Insuring against snow storms with futures?

NPR ran a story this week on how airlines and other business are using futures contracts on snowfall “as a type of insurance policy against the weather.”

Weather derivatives can be a useful instrument for hedging, and hedging is a kind of insurance policy. But it is useful to keep in mind how a futures contract is different from an actual insurance policy.

A futures contract is written on a very specific commodity price or other well specified index. The snowfall futures contract is based on measured snowfall at a given location–such as Chicago’s O’Hare Airport–within a given month. It has a payoff that is very mechanically tied to that index. If snowfall impacts an airline’s business by cutting into revenues from flights, then buying a futures contract on the amount of snowfall may help reduce the total volatility of cashflow.

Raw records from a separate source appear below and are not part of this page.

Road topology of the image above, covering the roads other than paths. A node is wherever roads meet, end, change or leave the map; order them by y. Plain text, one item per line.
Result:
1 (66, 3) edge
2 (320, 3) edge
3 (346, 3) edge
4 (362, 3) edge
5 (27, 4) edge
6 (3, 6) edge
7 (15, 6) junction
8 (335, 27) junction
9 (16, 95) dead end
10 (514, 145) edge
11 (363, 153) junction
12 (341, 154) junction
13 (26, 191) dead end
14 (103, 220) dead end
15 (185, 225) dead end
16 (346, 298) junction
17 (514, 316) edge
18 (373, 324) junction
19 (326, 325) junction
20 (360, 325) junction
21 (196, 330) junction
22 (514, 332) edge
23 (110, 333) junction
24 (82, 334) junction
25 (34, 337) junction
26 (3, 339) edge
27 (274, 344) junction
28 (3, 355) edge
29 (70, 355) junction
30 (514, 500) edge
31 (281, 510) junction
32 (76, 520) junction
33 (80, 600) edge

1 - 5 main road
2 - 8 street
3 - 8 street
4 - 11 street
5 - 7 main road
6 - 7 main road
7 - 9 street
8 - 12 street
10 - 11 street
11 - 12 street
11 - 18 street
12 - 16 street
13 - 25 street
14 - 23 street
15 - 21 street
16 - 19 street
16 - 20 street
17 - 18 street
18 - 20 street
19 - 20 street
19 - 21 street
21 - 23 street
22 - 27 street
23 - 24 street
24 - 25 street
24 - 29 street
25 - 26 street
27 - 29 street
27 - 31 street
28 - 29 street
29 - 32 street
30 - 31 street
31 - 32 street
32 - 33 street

The catch is that the correlation between the loss of business and the amount of snowfall is imperfect. The futures contract doesn’t payout the amount of an airline’s losses. It’s payout is determined by the index, and the index isn’t always a good signal of the airline’s losses. The number of flights canceled is likely to be greater if the snow is concentrated in a couple of heavy storms than if it is spread out evenly throughout the month. But the futures contract payout will be the same in both cases. Similarly, two storms with comparable snowfall may have very different impacts on the complicated network of flights:

This is where insurance policies have an advantage. When I have an automobile accident, my insurance company covers the damage, whatever the damage–less my deductible. If snowfall causes roof damage to my house, my homeowner’s insurance covers the repairs. It doesn’t make the payout contingent upon total snowfall in the month, regardless of whether I have any damage or not. The payout is contingent on the scale of the damage. When hurricane Andrew struck Florida in 1992, causing enormous damage, it was the scale of the damage actually done that caused the large insurance payouts, not the measure of windspeed or quantity of rainfall. A hedging strategy using futures contracts doesn’t have this flexibility to make the payout contingent on the actual losses incurred. This is another example of basis risk.

Of course, in order for insurance contracts to offer this extra benefit of making the payout match the loss, they have to hire adjusters to investigate claims. Obviously there is room for a disagreement between me and my insurer over whether my auto or home claim is really covered by my contract and reimbursable, and what is the actual size of the loss. This distinctive feature of insurance–that the payout is directly tied to the amount of damage–is a costly feature. The transactions costs–in the form of adjusters, appraisals and disputes–are high. Futures contracts have low transactions costs by making the payout contingent on an easily measured index. But the tradeoff is that a payout linked to this index doesn’t quite match the losses.

One Comment

  1. Posted February 12, 2011 at 4:48 pm | Permalink

    John,

    Why would somebody construct a derivative that does not clearly track the conditions sought by the hedger? It seems like the index against which the futures are pegged must be tied to the loss of airline business, not necessarily snow. And in fact there could be several weather patterns that could result in a loss of business for airlines. Am I missing something?